Using the death of XP as justification for ending the project, however, doesn't make sense, Pogson added.
"XP is still on more than 100 million PCs -- a huge 'market' for FLOSS," he explained. "Rather than steering users to M$'s solution on other versions of M$'s OS, I would have advised users who wish to continue encrypting data to switch to GNU/Linux and to get off the Wintel treadmill."
Indeed, "I think someone just threw up their hands when they saw that encryption is now included in the OS," consultant and Slashdot blogger Gerhard Mack suggested. "But there is still the question: What do we use when we need something both easy to use and cross-platform?"
'If in Doubt, Fork It!'
There is still hope for the software "thanks to the power of open source," Google+ blogger Brett Legree pointed out. "If in doubt, fork it! Or, make plans to do so."
Forking the project could be difficult, however, because "the developers used a nonstandard license," noted Google+ blogger Kevin O'Brien, citing cryptographer and Johns Hopkins professor Matthew Green.
"Never do this," O'Brien said. "There are sufficient OSI-approved licenses to fit any real need, and if you don't choose one of them you are an idiot."
Also underscored by the case, meanwhile, is the importance of having open code that is audited in this space, O'Brien suggested.
"It is entirely possible that the TrueCrypt developers had hidden some backdoors and were about to be discovered," he explained. "We rely on secure crypto for so much these days that we need to have a verified, secure, open source system."
A Double Benefit
Last but not least, "it is really easy to be pessimistic, but open source, community-developed implementations are clearly needed because they lack the singular control of the current proprietary implementations," agreed Chris Travers, a blogger who works on the LedgerSMB project.

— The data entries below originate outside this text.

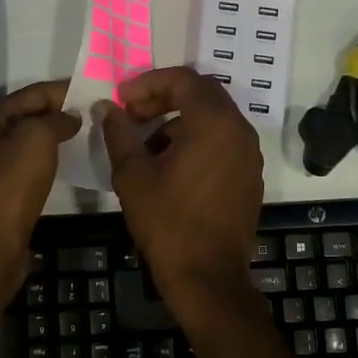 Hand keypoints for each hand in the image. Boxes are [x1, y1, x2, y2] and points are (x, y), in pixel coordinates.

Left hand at [0, 80, 79, 285]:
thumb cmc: (11, 185)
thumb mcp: (36, 138)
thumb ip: (56, 119)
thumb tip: (71, 117)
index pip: (33, 93)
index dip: (64, 89)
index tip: (96, 89)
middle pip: (30, 115)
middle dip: (62, 111)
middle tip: (97, 111)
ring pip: (32, 140)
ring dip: (58, 135)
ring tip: (90, 133)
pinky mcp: (4, 190)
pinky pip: (32, 163)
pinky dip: (52, 158)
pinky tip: (72, 160)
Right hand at [99, 66, 262, 314]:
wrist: (207, 277)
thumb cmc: (167, 222)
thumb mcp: (133, 175)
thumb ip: (119, 133)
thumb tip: (107, 107)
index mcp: (214, 123)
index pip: (183, 80)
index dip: (148, 83)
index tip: (122, 100)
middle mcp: (240, 131)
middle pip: (202, 94)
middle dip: (163, 98)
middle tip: (132, 116)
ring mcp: (249, 155)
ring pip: (213, 119)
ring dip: (179, 120)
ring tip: (146, 145)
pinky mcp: (250, 177)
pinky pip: (223, 142)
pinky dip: (197, 141)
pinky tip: (170, 167) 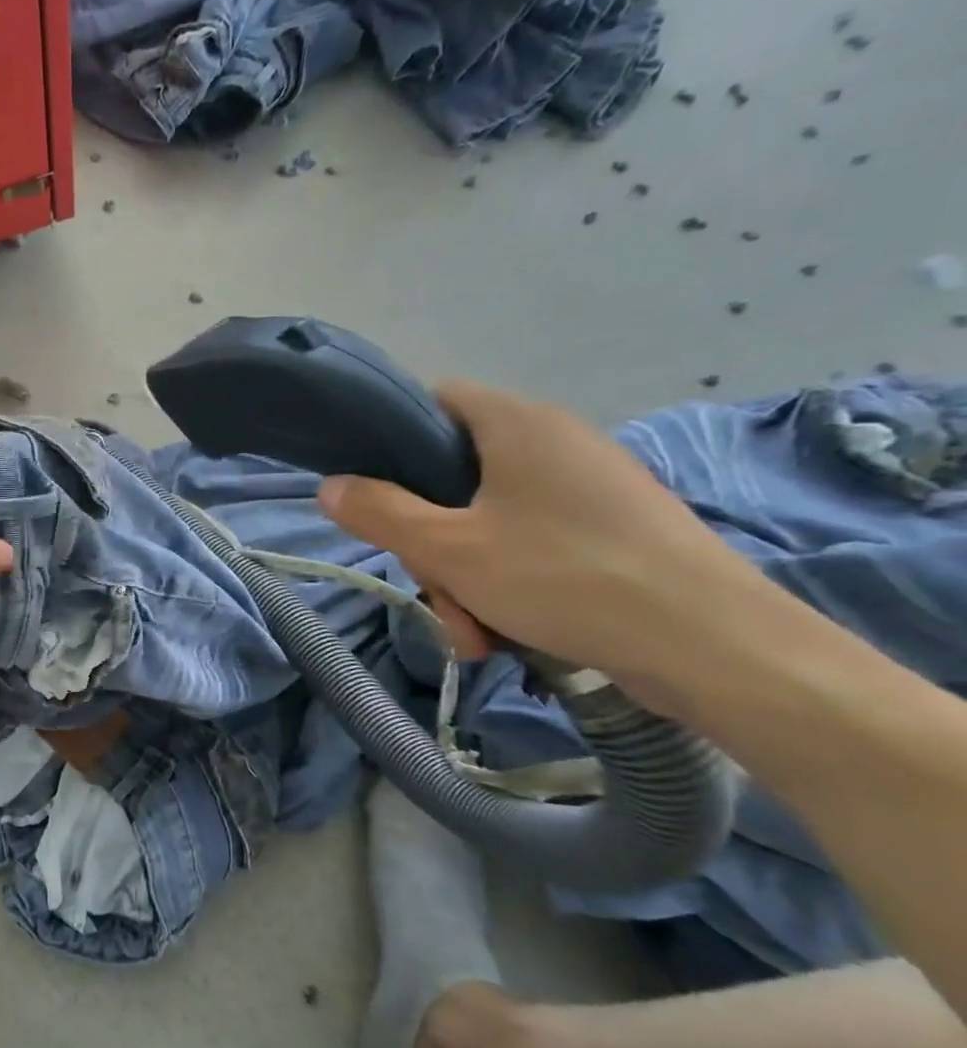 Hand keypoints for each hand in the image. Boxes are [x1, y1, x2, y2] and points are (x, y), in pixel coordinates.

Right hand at [317, 381, 760, 680]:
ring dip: (462, 577)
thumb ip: (378, 512)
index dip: (391, 439)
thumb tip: (330, 486)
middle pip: (452, 476)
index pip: (432, 401)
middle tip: (433, 590)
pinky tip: (504, 634)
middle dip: (429, 542)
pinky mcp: (609, 531)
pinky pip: (528, 546)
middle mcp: (553, 442)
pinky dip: (504, 585)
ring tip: (474, 633)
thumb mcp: (448, 549)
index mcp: (517, 424)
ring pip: (486, 521)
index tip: (371, 494)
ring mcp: (586, 488)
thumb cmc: (566, 577)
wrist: (716, 646) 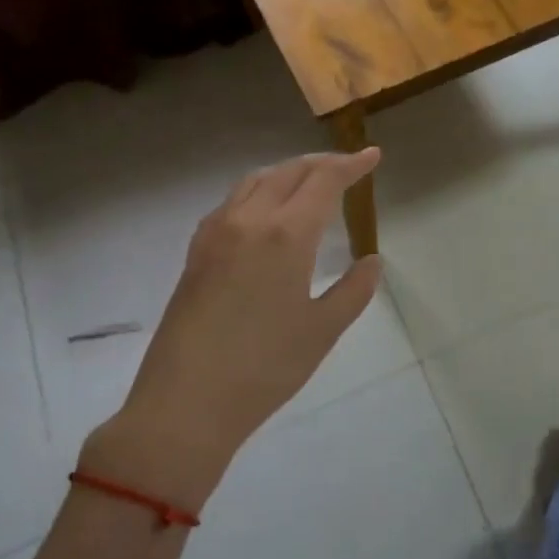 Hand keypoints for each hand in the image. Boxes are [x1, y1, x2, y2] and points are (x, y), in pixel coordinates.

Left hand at [82, 150, 382, 505]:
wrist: (185, 403)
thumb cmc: (264, 368)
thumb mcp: (323, 331)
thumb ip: (354, 290)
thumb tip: (372, 261)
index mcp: (286, 235)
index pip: (324, 180)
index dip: (351, 164)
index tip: (373, 155)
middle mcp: (249, 220)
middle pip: (289, 171)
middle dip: (322, 163)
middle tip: (348, 167)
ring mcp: (216, 233)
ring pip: (256, 180)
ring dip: (289, 171)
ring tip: (310, 181)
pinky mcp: (196, 251)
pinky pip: (233, 200)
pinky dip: (260, 189)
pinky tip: (267, 211)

"It is far easier for the NSA to pressure Microsoft into adding back doors than it is for them to pressure everyone in the OpenSSL project to do the same," he explained.
Moreover, "open source implementations protect not only the users of open source software but the users of proprietary software as well," Travers added. "Knowing that requirements for backdoors cannot apply to open source implementations strengthens the hand of Microsoft and other entities when it comes to pushing back."
Looking ahead, "a healthy variety of these in crypto space is important and protects everybody," Travers concluded. "Hopefully we will see more scrutiny applied to open source projects in this area so the open source implementations will improve significantly."